Le « vin bio » et vin naturel ont le vent en poupe, il se pourrait même bien qu’ils réconcilient les français avec leur boisson national. Autant le préciser tout de suite avant de se faire reprendre par quelques ayatollahs de la définition : le vin bio n’existe pas. Ce que l’on nomme communément « vin bio » est un vin dont les raisins sont issus de l‘agriculture biologique. Cela n’empêche pas le viticulteur de rajouter pendant la vinification quelques produits agissant sur le vin, tels que des levures, des sulfites, des enzymes ou autres copeaux de bois. A l’inverse, le vin naturel suit des préconisations plus orthodoxes en termes de respect des éléments et actions naturels. Je laisse pousser ma vigne libre et fougueuse, je récolte, je vinifie et advienne que pourra. C’est le pari que font de plus en plus de viticulteurs, ils aiment « s’amuser » avec leur vin et en découvrir les possibilités voire les limites. Lorsque des viticulteurs classique peuvent amener de 6 à 8 gr de souffre par hectolitres de vin afin de le « protéger » ou plus plutôt de le sécuriser face à l’oxydation et autres maladies, les viticulteurs de vins naturels n’en utilisent pratiquement voire pas du tout dans la majorité des cas. Pour information, une partie de ce souffre va être absorbé par le vin mais une autre partie va rester libre. C’est cette dernière partie qui va être responsable en autres des maux de tête.

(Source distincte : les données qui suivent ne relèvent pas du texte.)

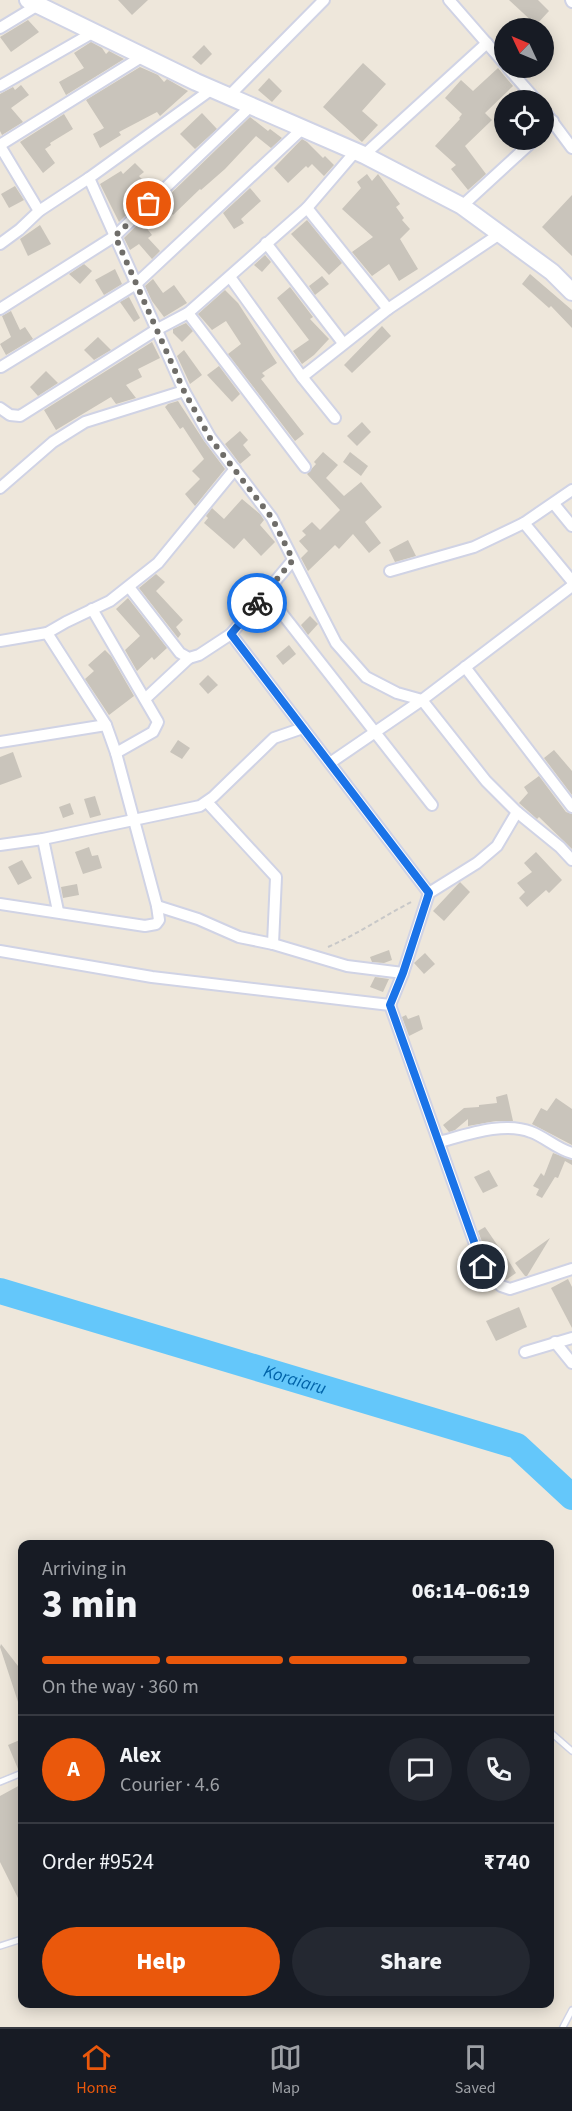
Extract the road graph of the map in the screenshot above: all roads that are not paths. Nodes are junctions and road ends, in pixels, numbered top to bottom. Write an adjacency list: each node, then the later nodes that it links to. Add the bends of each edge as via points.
1 (324, 0): 13 (street)
2 (449, 0): 6 (street)
3 (33, 2): 4 (street); 5 (street)
4 (0, 28)
5 (94, 32): 8 (street); 10 (street)
6 (487, 43): 7 (street); 20 (street)
7 (494, 51)
8 (143, 56): 11 (street); 17 (street)
9 (517, 78): 12 (street)
10 (0, 86)
11 (212, 89): 13 (street); 21 (street)
12 (527, 90)
13 (229, 96): 14 (street)
14 (251, 106): 16 (street); 26 (street)
15 (554, 121): 18 (street)
16 (302, 129): 20 (street); 30 (street)
17 (0, 146): 24 (street)
18 (572, 148)
19 (523, 150): 22 (street)
20 (359, 154): 22 (street); 23 (street)
21 (89, 178): 24 (street); 26 (street)
22 (462, 206): 25 (street)
23 (307, 208): 27 (street); 33 (street)
24 (39, 211): 28 (street)
25 (501, 233): 31 (street); 33 (street)
26 (115, 236): 30 (street); 32 (street)
27 (266, 243): 29 (street); 36 (street)
28 (0, 244)
29 (230, 277): 34 (street); 38 (street)
30 (136, 284): 35 (street); 37 (street)
31 (572, 292)
32 (0, 309)
33 (388, 309): 36 (street)
34 (188, 313): 35 (street); 42 (street)
35 (156, 330): 39 (street); 40 (street, via 20,416)
36 (344, 343): 38 (street)
37 (1, 367)
38 (302, 377): 41 (street)
39 (184, 391): 43 (street, via 210,438); 44 (street, via 85,422 53,442)
40 (0, 408)
41 (336, 418)
42 (305, 467)
43 (235, 469): 49 (street, via 272,518); 52 (street, via 158,563)
44 (0, 488)
45 (572, 490): 46 (street)
46 (554, 504): 47 (street); 48 (street)
47 (524, 523): 50 (street, via 474,547); 51 (street)
48 (572, 526)
49 (293, 560): 54 (street); 62 (street, via 336,644 366,677 397,693)
50 (390, 572)
51 (572, 581)
52 (129, 586): 55 (street); 59 (street, via 180,653)
53 (572, 586): 60 (street)
54 (266, 593): 57 (street); 65 (street)
55 (92, 609): 56 (street); 61 (street)
56 (47, 633): 58 (street); 63 (street)
57 (231, 634): 59 (street); 64 (street)
58 (0, 641)
59 (189, 658): 61 (street)
60 (465, 668): 62 (street); 71 (street)
61 (145, 699): 67 (street, via 158,720 157,728)
62 (422, 700): 65 (street); 72 (street, via 486,781)
63 (106, 725): 66 (street); 67 (street)
64 (303, 728): 68 (street); 69 (street, via 274,738)
65 (375, 731): 68 (street); 70 (street)
66 (0, 742)
67 (116, 753): 73 (street)
68 (330, 763): 77 (street)
69 (207, 802): 73 (street); 81 (street, via 276,877)
70 (432, 805)
71 (572, 807)
72 (517, 812): 76 (street); 77 (street, via 497,846)
73 (135, 820): 74 (street); 79 (street)
74 (43, 839): 75 (street); 80 (street)
75 (0, 845)
76 (572, 860)
77 (429, 893): 83 (street)
78 (0, 904): 80 (street)
79 (157, 906): 80 (street, via 159,920 145,926); 81 (street, via 239,937)
80 (58, 911)
81 (273, 944): 83 (street, via 347,966)
82 (0, 951): 84 (street, via 152,977)
83 (403, 973): 84 (street)
84 (390, 1005): 85 (street)
85 (440, 1142): 86 (street, via 518,1129); 87 (street, via 483,1267 491,1277 510,1289)
86 (572, 1153)
87 (572, 1269)
88 (572, 1338): 89 (street)
89 (555, 1342): 90 (street); 91 (street)
90 (525, 1352)
91 (572, 1363)
92 (554, 1735): 93 (lane)
93 (572, 1750)
94 (18, 1775): 95 (lane)
95 (0, 1782)
96 (18, 1940): 97 (lane)
97 (0, 1946)
98 (572, 2010): 99 (lane)
99 (563, 2027)

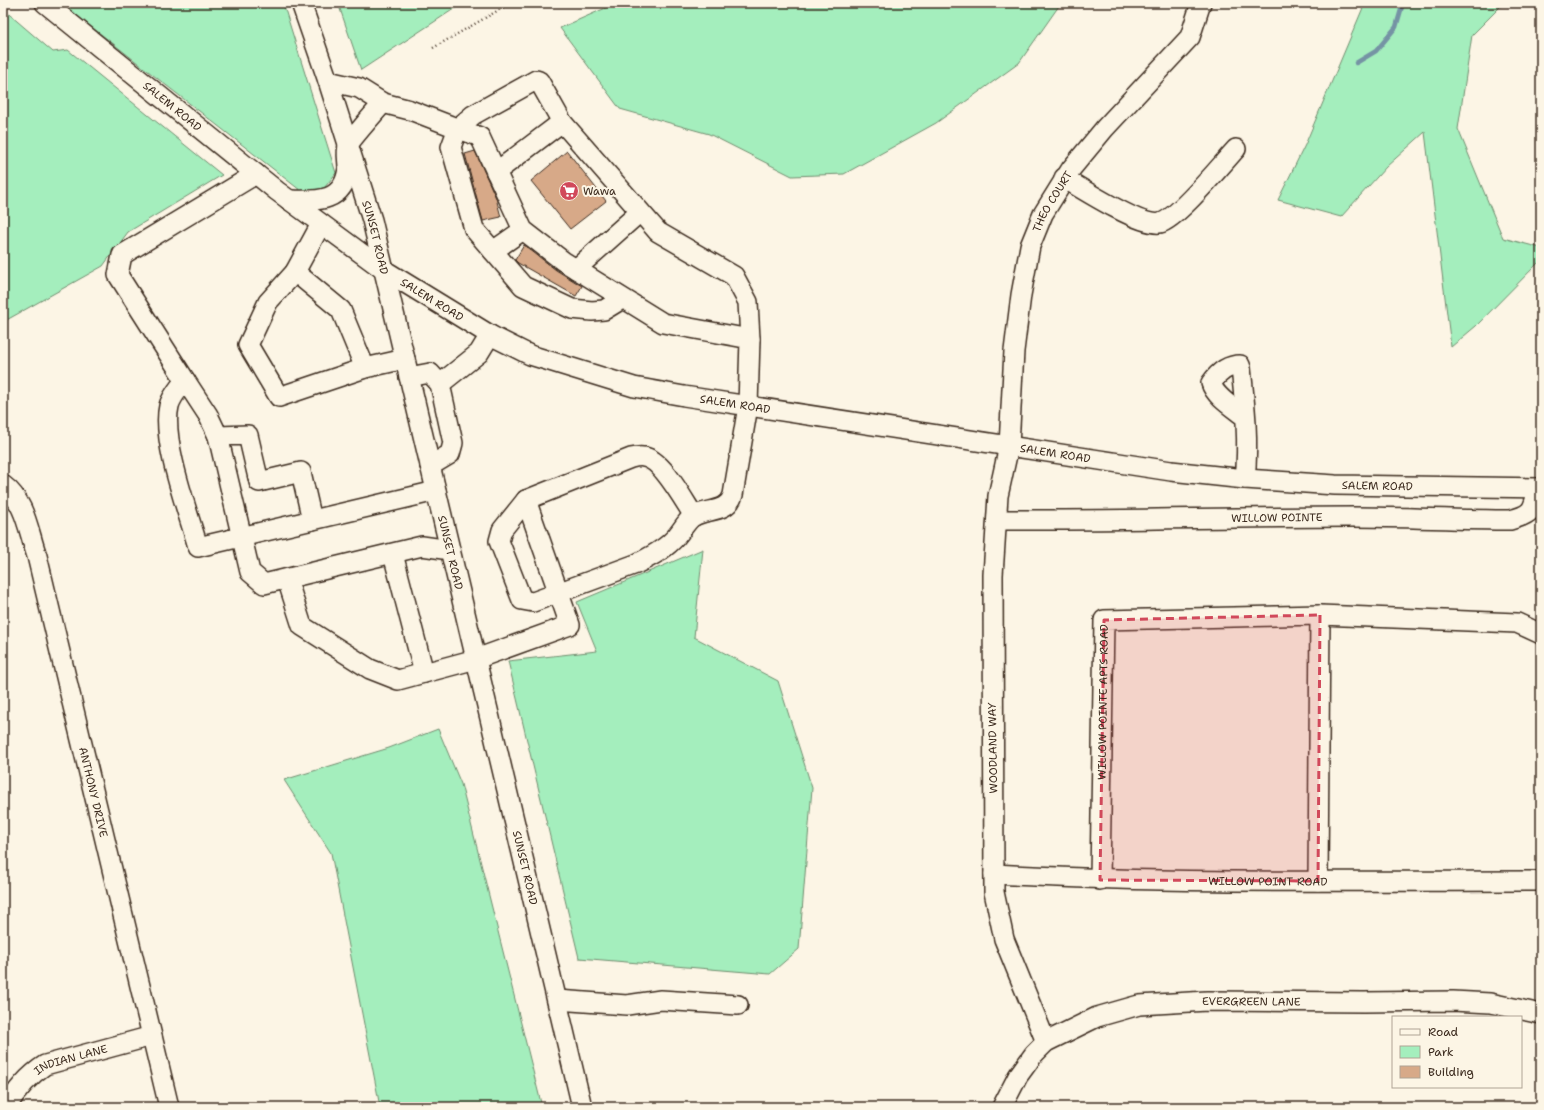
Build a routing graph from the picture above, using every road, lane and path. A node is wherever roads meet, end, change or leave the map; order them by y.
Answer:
1 (46, 3) edge
2 (301, 3) edge
3 (511, 3) edge
4 (1201, 3) edge
5 (433, 48) dead end
6 (328, 81) junction
7 (383, 103) junction
8 (562, 122) junction
9 (458, 128) junction
10 (348, 146) junction
11 (1236, 149) dead end
12 (496, 172) junction
13 (256, 174) junction
14 (1064, 178) junction
15 (289, 200) junction
16 (640, 212) junction
17 (321, 224) junction
18 (523, 230) junction
19 (493, 251) junction
20 (384, 270) junction
21 (576, 270) junction
22 (295, 272) junction
23 (622, 299) junction
24 (490, 335) junction
25 (750, 339) junction
26 (364, 368) junction
27 (407, 368) junction
28 (186, 380) junction
29 (440, 384) junction
30 (748, 406) junction
31 (1245, 417) dead end
32 (218, 436) junction
33 (1008, 446) junction
34 (430, 466) junction
35 (1245, 479) junction
36 (3, 485) edge
37 (1540, 488) edge
38 (436, 491) junction
39 (526, 500) junction
40 (694, 516) junction
41 (312, 520) junction
42 (997, 520) junction
43 (241, 537) junction
44 (450, 550) junction
45 (392, 554) junction
46 (287, 579) junction
47 (559, 594) junction
48 (1320, 615) junction
49 (1541, 634) edge
50 (476, 659) junction
51 (424, 673) junction
52 (994, 874) junction
53 (1100, 880) junction
54 (1318, 881) junction
55 (1541, 881) edge
56 (556, 1000) junction
57 (738, 1005) dead end
58 (1541, 1014) edge
59 (152, 1036) junction
60 (1046, 1042) junction
61 (6, 1107) edge
62 (169, 1107) edge
63 (582, 1107) edge
64 (1002, 1107) edge

1 - 13 street, SALEM ROAD
2 - 6 street, SUNSET ROAD
3 - 5 path
4 - 14 street, THEO COURT
6 - 7 street
6 - 10 street, SUNSET ROAD
7 - 9 street
7 - 10 street
8 - 9 street
8 - 12 street
8 - 16 street
9 - 12 street
9 - 19 street
10 - 15 street
10 - 20 street, SUNSET ROAD
11 - 14 street
12 - 18 street
13 - 15 street, SALEM ROAD
13 - 28 street
14 - 33 street, THEO COURT
15 - 17 street, SALEM ROAD
16 - 21 street
16 - 25 street
17 - 20 street, SALEM ROAD
17 - 22 street
18 - 19 street
18 - 21 street
19 - 23 street
20 - 24 street, SALEM ROAD
20 - 27 street, SUNSET ROAD
21 - 23 street
22 - 26 street
22 - 26 street
23 - 25 street
24 - 29 street
24 - 30 street, SALEM ROAD
25 - 30 street
26 - 27 street
27 - 29 street
27 - 34 street, SUNSET ROAD
28 - 32 street
28 - 43 street
29 - 34 street
30 - 33 street, SALEM ROAD
30 - 40 street
31 - 35 street
32 - 41 street
32 - 43 street
33 - 35 street, SALEM ROAD
33 - 42 street, WOODLAND WAY
34 - 38 street, SUNSET ROAD
35 - 37 street, SALEM ROAD
36 - 59 street, ANTHONY DRIVE
37 - 42 street, WILLOW POINTE
38 - 41 street
38 - 44 street, SUNSET ROAD
39 - 40 street
39 - 47 street
39 - 47 street
40 - 47 street
41 - 43 street
42 - 52 street, WOODLAND WAY
43 - 46 street
44 - 45 street
44 - 50 street, SUNSET ROAD
45 - 46 street
45 - 51 street
46 - 51 street
47 - 50 street
48 - 49 street
48 - 53 street, WILLOW POINTE APTS ROAD
48 - 54 street
50 - 51 street
50 - 56 street, SUNSET ROAD
52 - 53 street, WILLOW POINT ROAD
52 - 60 street, WOODLAND WAY
53 - 54 street, WILLOW POINT ROAD
54 - 55 street, WILLOW POINT ROAD
56 - 57 street
56 - 63 street, SUNSET ROAD
58 - 60 street, EVERGREEN LANE
59 - 61 street, INDIAN LANE
59 - 62 street, ANTHONY DRIVE
60 - 64 street, EVERGREEN LANE

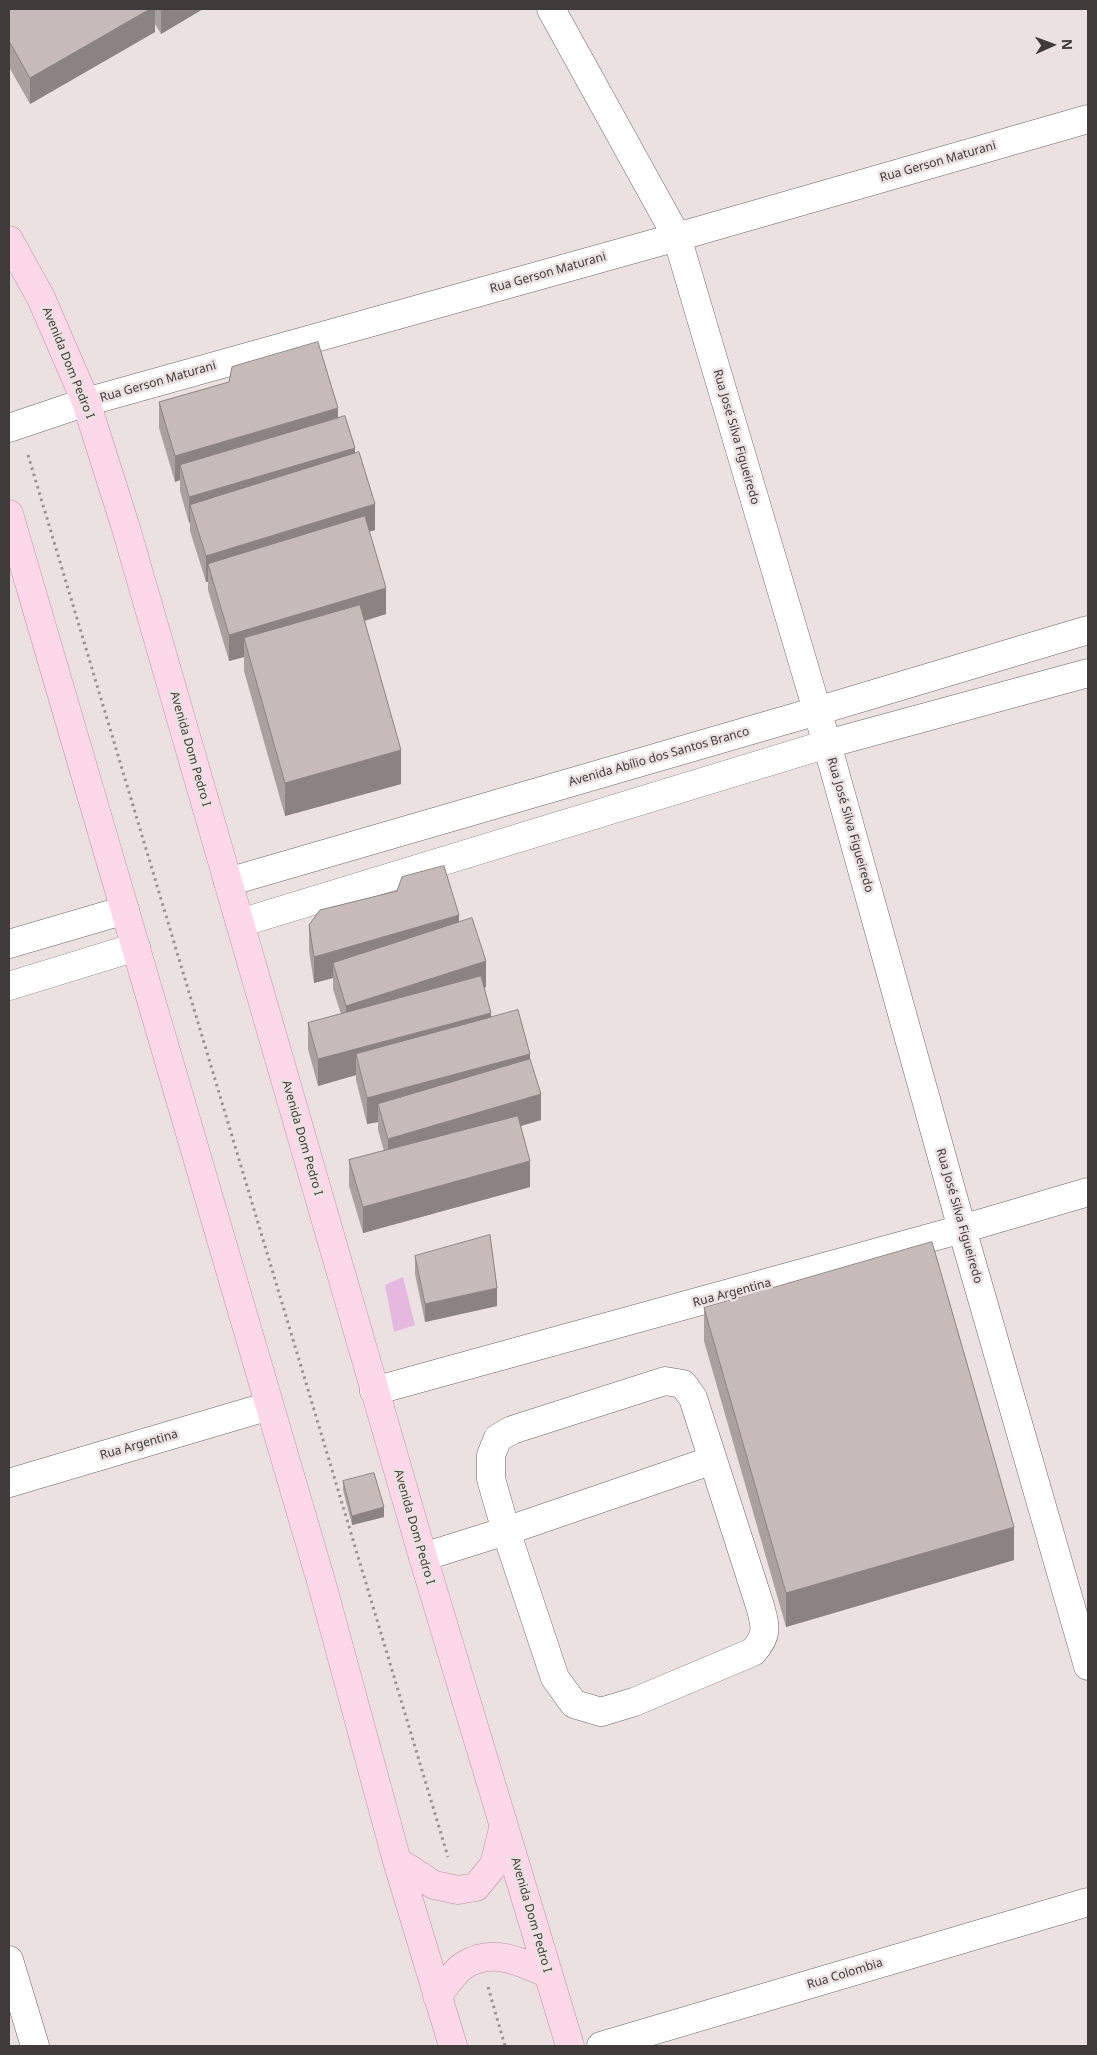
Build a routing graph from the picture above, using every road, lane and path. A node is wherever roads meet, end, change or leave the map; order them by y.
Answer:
1 (551, 9) edge
2 (1088, 119) edge
3 (677, 237) junction
4 (9, 240) edge
5 (86, 402) junction
6 (14, 426) edge
7 (9, 514) edge
8 (1088, 630) edge
9 (1088, 673) edge
10 (817, 711) junction
11 (827, 744) junction
12 (228, 882) junction
13 (126, 910) junction
14 (240, 923) junction
15 (9, 944) edge
16 (136, 947) junction
17 (9, 986) edge
18 (1088, 1192) edge
19 (962, 1229) junction
20 (374, 1391) junction
21 (269, 1406) junction
22 (713, 1460) junction
23 (9, 1483) edge
24 (506, 1531) junction
25 (423, 1557) junction
26 (1088, 1666) edge
27 (504, 1825) junction
28 (397, 1861) junction
29 (458, 1890) junction
30 (1088, 1902) edge
31 (479, 1958) junction
32 (9, 1960) edge
33 (548, 1974) junction
34 (437, 1996) junction
35 (35, 2046) edge
36 (453, 2046) edge
37 (506, 2046) edge
38 (570, 2046) edge
39 (601, 2046) edge

1 - 3 street, Rua José Silva Figueiredo
2 - 3 street, Rua Gerson Maturani
3 - 5 street, Rua Gerson Maturani
3 - 10 street, Rua José Silva Figueiredo
4 - 5 main road, Avenida Dom Pedro I
5 - 6 street, Rua Gerson Maturani
5 - 12 main road, Avenida Dom Pedro I
6 - 29 path
7 - 13 main road
8 - 10 street, Avenida Abílio dos Santos Branco
9 - 11 street
10 - 11 street, Rua José Silva Figueiredo
10 - 12 street, Avenida Abílio dos Santos Branco
11 - 14 street
11 - 19 street, Rua José Silva Figueiredo
12 - 14 main road, Avenida Dom Pedro I
13 - 15 street
13 - 16 main road
14 - 20 main road, Avenida Dom Pedro I
16 - 17 street
16 - 21 main road
18 - 19 street, Rua Argentina
19 - 20 street, Rua Argentina
19 - 26 street, Rua José Silva Figueiredo
20 - 25 main road, Avenida Dom Pedro I
21 - 23 street, Rua Argentina
21 - 28 main road
22 - 24 street
22 - 24 street
22 - 24 street
24 - 25 street
25 - 27 main road, Avenida Dom Pedro I
27 - 29 main road
27 - 33 main road, Avenida Dom Pedro I
28 - 29 main road
28 - 34 main road
30 - 39 street, Rua Colombia
31 - 33 main road
31 - 34 main road
31 - 37 path
32 - 35 street
33 - 38 main road, Avenida Dom Pedro I
34 - 36 main road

Du point de vue des consommateurs, on note depuis trois ou quatre ans un intérêt croissant pour d’une part les vins issus de l’agriculture biologique et d’autres part les vins naturels. La consommation de vin s’est réduite mais elle s’est améliorée. Les revendeurs de vin en vrac se font de plus en plus rares. A moins de se rendre sur quelques marchés du Languedoc Roussillon ou de dénicher un irréductible caviste ayant connu René Coty, l’offre en termes de vin a plutôt aujourd’hui quelques relents bourgeois en nous présentant un éventail souvent peu varié d’AOC. Cependant on voit apparaître quelques caves spécialisée dans les vins naturels et certaines boutiques dites équitables se mettent à proposer ce genre de produit. Le vin est donc moins consommé mais mieux consommé. Pour beaucoup, il est encore le symbole d’un art de vivre à la française, une partie du patrimoine gastronomique que l’on cherche à se réapproprier en fuyant les productions des grands négociants et en se tournant vers les petits producteurs qui nous proposent des vins originaux. Chaque année, le segment des vins naturels et « vin bio » gagne de nouvelles parts de marché même si encore beaucoup de consommateurs considèrent ces vins comme marginaux voire mauvais.
En discutant avec quelques cavistes spécialisés, il est ressorti que les vins naturels avaient meilleur presse dans des villes comme Paris ou Marseille qu’à Lyon ou Bordeaux. La proximité de ces deux villes avec des régions viticoles à très forte identité semble influer sur la consommation de ses habitants. C’est bien connu, les Bordelais ne boivent que du Bordeaux et les Lyonnais hésitent entre Bourgogne et Côte du Rhône. Cette position traduit une certaine inertie dans les habitudes de consommation et montre comment des villes moins sujettes à cette inertie vont développer de nouveaux courants de consommation. Les consommateurs parisiens ou marseillais vont se tourner vers les vins naturels qui sont la plupart du temps issus d’appellations ou de zone géographique moins renommées que leurs homologues bordelais ou bourguignons. Ce choix est peut être aussi motivé par une volonté de différenciation identitaire et un rejet de modèle de consommation souvent associé –à tort ou pas – au goût bourgeois. Nous sommes aux prémisses d’un mouvement d’identification ; le vin est un produit symbolique fort que les consommateurs français cherchent à se réapproprier en fonction de leur modèle de consommation.